I felt really weird going to a British safari lodge when I was in Tanzania. People all around, giving me more napkins, moving my chair so I wouldn't have to, even carrying my plate...
I'm not really used to being treated as that superior to anyone else. We don't have that kind of social classes here, hardly ever even situationally.
Yeah, around here that sort of thing is almost entirely generational.
In some Pacific Island cultures deference to one's elders gets really extreme. The Chamorro culture isn't as radical as some, but it's still a major element.
The last time I played AW as a one-shot, I picked five playbooks in advance and let the players choose from them, based on questions like "ok, so which one of you is all about firepower?" and giving them the Gunlugger, and so on.
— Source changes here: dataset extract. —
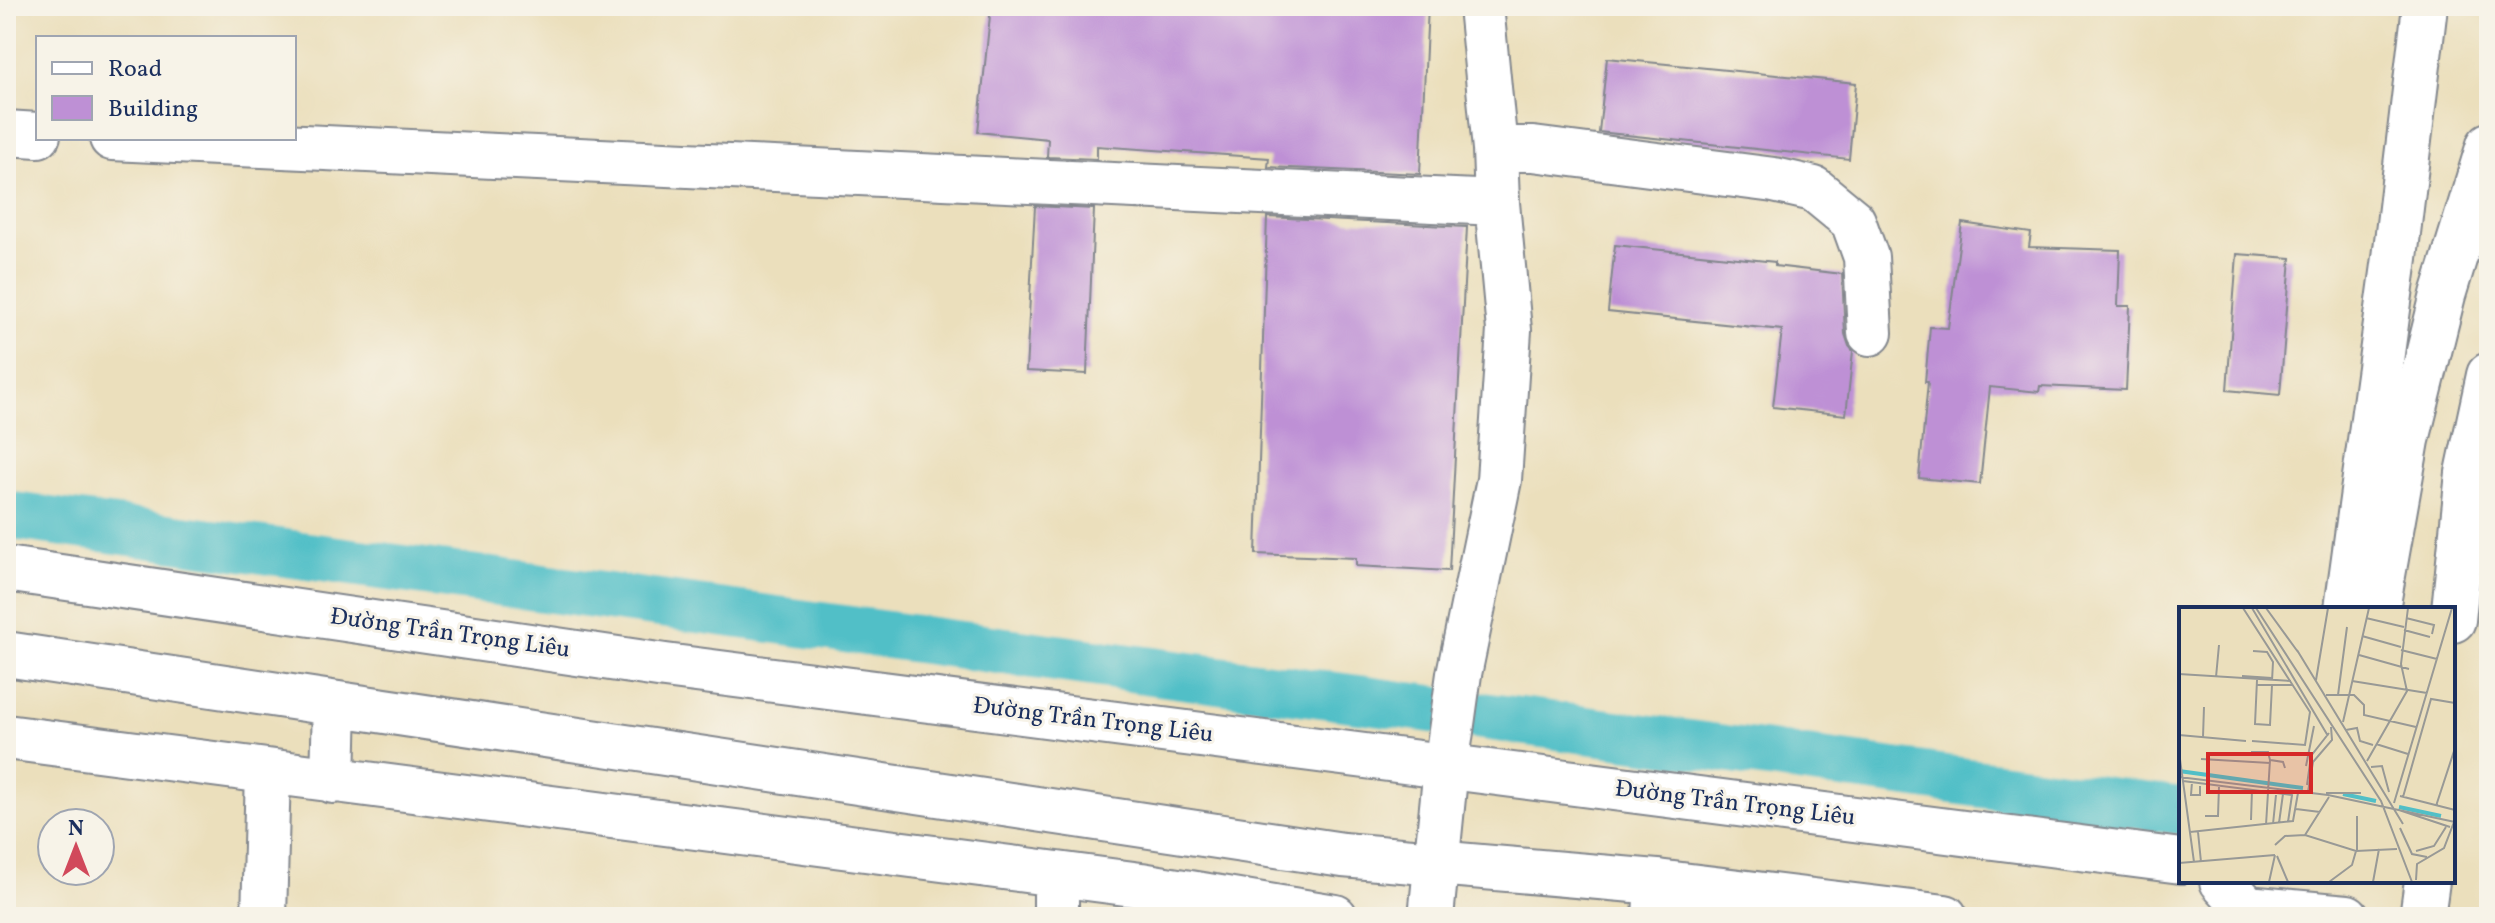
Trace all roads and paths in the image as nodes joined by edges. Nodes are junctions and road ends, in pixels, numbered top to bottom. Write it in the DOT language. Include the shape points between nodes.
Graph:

Worked like a charm.
I think I had Brainer, Driver, Gunlugger, Battlebabe and Skinner. This time I think I'll substitute Hocus for someone, and they'll be the "central" character.
@SevenSidedDie I was surprised last night to learn we even had a elemental-evil tag. I considered pulling it off those 4 questions, then went to sleep instead. Glad to see I wasn't along in thinking that one might be not too useful.
@UrhoKarila @kviiri It's one of the well-known adventures, like the Tomb of Horrors, that has become one of the D&D adventures, if you see what I mean.
@kviiri Classic Gary Gygax/Frank Mentzer mega-module from 1e; really the first (that I know of) that crossed the 30-or-so page boundary between one- or two-session adventure to 80-plus page mini-campaign.
In the context of 5e, "Elemental Evil" refers to both the "Princes of the Apocalypse" adventure (a ToEE remake), and the content provided in the "Elemental Evil Player's Companion".
Also, now that I think of it, the season of Adventurer's League in which the adventure was played.
@nitsua60 Hmmm, I dunno. Maybe I've been talking to BESW too much, but if you're ignoring all the mechanics of the game, you're not really playing the game, right?
A "successful" run at ToH likely involves a lot of character deaths, and a bunch of speak with dead castings to get some info about "but what'd you see just before you died?"
Because in that case there's a lot of mechanics that are written in which most people ignore, but ToH requires. There's detailed notes in 1e on how to accurately map a dungeon you're exploring, and how much time that'll take, and what equipment, &c. If you don't do that, and it kills you, well that was a choice.
@UrhoKarila But I did flick through it - before they even get into the dungeon, players have a chance to instantly die. So it has that old-timey feel, but definitely don't let your players get invested in their characters.
@nitsua60 Fair enough - almost everything I know about it is based on hearsay.
@BESW She apparently doesn't have any logs or anything from her Cthulhu-pony game. It was apparently "just some CoC scenario" except ponified and made slightly easier.
@kviiri back. Morale checks were a real thing back then. Also, going on quests to find rumors from sages about those who'd made runs at it in years past so that one could speak with the dead was a real thing. Also, getting on your deity's good side and communing.
Again, I think it really does work well when players and GM go into it taking it at face value: a challenge for players.
@UrhoKarila Yeah. I have this weird feeling that something creepy indeed does happen if one strays away from the well-trodden paths and explores at random.
At least I tend to find objects in curious places.
@Miniman is it worth noting--nested at the third note-level on this answer--that while none of the psionic attacks are based off of STR or DEX, that the situation will disadvantage OP's initiative rolls?